== LISTED ENTRIES
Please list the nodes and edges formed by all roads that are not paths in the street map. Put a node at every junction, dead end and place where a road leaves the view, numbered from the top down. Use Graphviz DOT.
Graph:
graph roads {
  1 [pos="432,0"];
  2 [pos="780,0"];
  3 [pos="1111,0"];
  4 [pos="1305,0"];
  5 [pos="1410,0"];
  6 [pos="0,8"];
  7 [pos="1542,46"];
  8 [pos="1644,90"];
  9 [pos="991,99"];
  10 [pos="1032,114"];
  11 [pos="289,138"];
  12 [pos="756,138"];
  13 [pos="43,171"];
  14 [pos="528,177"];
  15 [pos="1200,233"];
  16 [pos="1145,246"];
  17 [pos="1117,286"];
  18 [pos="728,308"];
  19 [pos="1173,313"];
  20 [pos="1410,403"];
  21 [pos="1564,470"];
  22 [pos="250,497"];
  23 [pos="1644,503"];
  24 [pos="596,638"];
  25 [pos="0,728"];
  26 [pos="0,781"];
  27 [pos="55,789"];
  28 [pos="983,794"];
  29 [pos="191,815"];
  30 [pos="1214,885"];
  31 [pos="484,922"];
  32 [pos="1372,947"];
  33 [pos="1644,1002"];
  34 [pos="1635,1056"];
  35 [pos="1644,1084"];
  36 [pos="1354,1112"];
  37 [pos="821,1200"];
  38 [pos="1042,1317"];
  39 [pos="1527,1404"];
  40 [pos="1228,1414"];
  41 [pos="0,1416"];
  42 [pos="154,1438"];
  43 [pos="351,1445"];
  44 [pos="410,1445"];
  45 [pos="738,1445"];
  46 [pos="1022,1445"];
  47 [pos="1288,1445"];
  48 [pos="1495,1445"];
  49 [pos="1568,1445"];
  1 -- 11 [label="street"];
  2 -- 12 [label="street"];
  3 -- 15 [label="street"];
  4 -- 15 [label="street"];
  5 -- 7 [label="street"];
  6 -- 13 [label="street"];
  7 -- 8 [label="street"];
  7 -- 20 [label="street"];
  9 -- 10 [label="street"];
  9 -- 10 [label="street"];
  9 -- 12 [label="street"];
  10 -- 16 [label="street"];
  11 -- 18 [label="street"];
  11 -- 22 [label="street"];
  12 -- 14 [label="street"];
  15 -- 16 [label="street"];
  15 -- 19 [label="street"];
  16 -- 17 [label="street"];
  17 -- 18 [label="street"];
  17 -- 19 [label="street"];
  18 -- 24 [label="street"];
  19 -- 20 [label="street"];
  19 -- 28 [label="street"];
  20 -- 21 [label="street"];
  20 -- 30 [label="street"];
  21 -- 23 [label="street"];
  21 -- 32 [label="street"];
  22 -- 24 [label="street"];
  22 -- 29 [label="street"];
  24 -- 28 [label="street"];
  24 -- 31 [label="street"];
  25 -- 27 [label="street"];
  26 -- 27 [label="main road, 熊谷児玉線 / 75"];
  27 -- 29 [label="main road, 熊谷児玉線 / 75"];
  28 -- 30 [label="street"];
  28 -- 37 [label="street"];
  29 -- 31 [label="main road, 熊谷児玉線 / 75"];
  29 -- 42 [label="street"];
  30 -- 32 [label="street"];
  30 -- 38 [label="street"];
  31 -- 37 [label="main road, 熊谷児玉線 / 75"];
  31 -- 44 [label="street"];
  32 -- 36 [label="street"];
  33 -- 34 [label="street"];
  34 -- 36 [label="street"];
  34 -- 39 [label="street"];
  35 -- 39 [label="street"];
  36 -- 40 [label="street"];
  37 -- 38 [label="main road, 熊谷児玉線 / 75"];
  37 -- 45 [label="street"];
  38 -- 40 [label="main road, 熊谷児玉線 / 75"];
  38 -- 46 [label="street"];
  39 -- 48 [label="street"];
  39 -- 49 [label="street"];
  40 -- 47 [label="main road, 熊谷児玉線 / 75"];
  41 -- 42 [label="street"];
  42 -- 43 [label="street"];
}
====
_WHAT TO WORK ON_
All the records above need to be set down again exactly as they were given.

_RESPONSE TO THE EXERCISE_
Please list the nodes and edges formed by all roads that are not paths in the street map. Put a node at every junction, dead end and place where a road leaves the view, numbered from the top down. Use Graphviz DOT.
Graph:
graph roads {
  1 [pos="432,0"];
  2 [pos="780,0"];
  3 [pos="1111,0"];
  4 [pos="1305,0"];
  5 [pos="1410,0"];
  6 [pos="0,8"];
  7 [pos="1542,46"];
  8 [pos="1644,90"];
  9 [pos="991,99"];
  10 [pos="1032,114"];
  11 [pos="289,138"];
  12 [pos="756,138"];
  13 [pos="43,171"];
  14 [pos="528,177"];
  15 [pos="1200,233"];
  16 [pos="1145,246"];
  17 [pos="1117,286"];
  18 [pos="728,308"];
  19 [pos="1173,313"];
  20 [pos="1410,403"];
  21 [pos="1564,470"];
  22 [pos="250,497"];
  23 [pos="1644,503"];
  24 [pos="596,638"];
  25 [pos="0,728"];
  26 [pos="0,781"];
  27 [pos="55,789"];
  28 [pos="983,794"];
  29 [pos="191,815"];
  30 [pos="1214,885"];
  31 [pos="484,922"];
  32 [pos="1372,947"];
  33 [pos="1644,1002"];
  34 [pos="1635,1056"];
  35 [pos="1644,1084"];
  36 [pos="1354,1112"];
  37 [pos="821,1200"];
  38 [pos="1042,1317"];
  39 [pos="1527,1404"];
  40 [pos="1228,1414"];
  41 [pos="0,1416"];
  42 [pos="154,1438"];
  43 [pos="351,1445"];
  44 [pos="410,1445"];
  45 [pos="738,1445"];
  46 [pos="1022,1445"];
  47 [pos="1288,1445"];
  48 [pos="1495,1445"];
  49 [pos="1568,1445"];
  1 -- 11 [label="street"];
  2 -- 12 [label="street"];
  3 -- 15 [label="street"];
  4 -- 15 [label="street"];
  5 -- 7 [label="street"];
  6 -- 13 [label="street"];
  7 -- 8 [label="street"];
  7 -- 20 [label="street"];
  9 -- 10 [label="street"];
  9 -- 10 [label="street"];
  9 -- 12 [label="street"];
  10 -- 16 [label="street"];
  11 -- 18 [label="street"];
  11 -- 22 [label="street"];
  12 -- 14 [label="street"];
  15 -- 16 [label="street"];
  15 -- 19 [label="street"];
  16 -- 17 [label="street"];
  17 -- 18 [label="street"];
  17 -- 19 [label="street"];
  18 -- 24 [label="street"];
  19 -- 20 [label="street"];
  19 -- 28 [label="street"];
  20 -- 21 [label="street"];
  20 -- 30 [label="street"];
  21 -- 23 [label="street"];
  21 -- 32 [label="street"];
  22 -- 24 [label="street"];
  22 -- 29 [label="street"];
  24 -- 28 [label="street"];
  24 -- 31 [label="street"];
  25 -- 27 [label="street"];
  26 -- 27 [label="main road, 熊谷児玉線 / 75"];
  27 -- 29 [label="main road, 熊谷児玉線 / 75"];
  28 -- 30 [label="street"];
  28 -- 37 [label="street"];
  29 -- 31 [label="main road, 熊谷児玉線 / 75"];
  29 -- 42 [label="street"];
  30 -- 32 [label="street"];
  30 -- 38 [label="street"];
  31 -- 37 [label="main road, 熊谷児玉線 / 75"];
  31 -- 44 [label="street"];
  32 -- 36 [label="street"];
  33 -- 34 [label="street"];
  34 -- 36 [label="street"];
  34 -- 39 [label="street"];
  35 -- 39 [label="street"];
  36 -- 40 [label="street"];
  37 -- 38 [label="main road, 熊谷児玉線 / 75"];
  37 -- 45 [label="street"];
  38 -- 40 [label="main road, 熊谷児玉線 / 75"];
  38 -- 46 [label="street"];
  39 -- 48 [label="street"];
  39 -- 49 [label="street"];
  40 -- 47 [label="main road, 熊谷児玉線 / 75"];
  41 -- 42 [label="street"];
  42 -- 43 [label="street"];
}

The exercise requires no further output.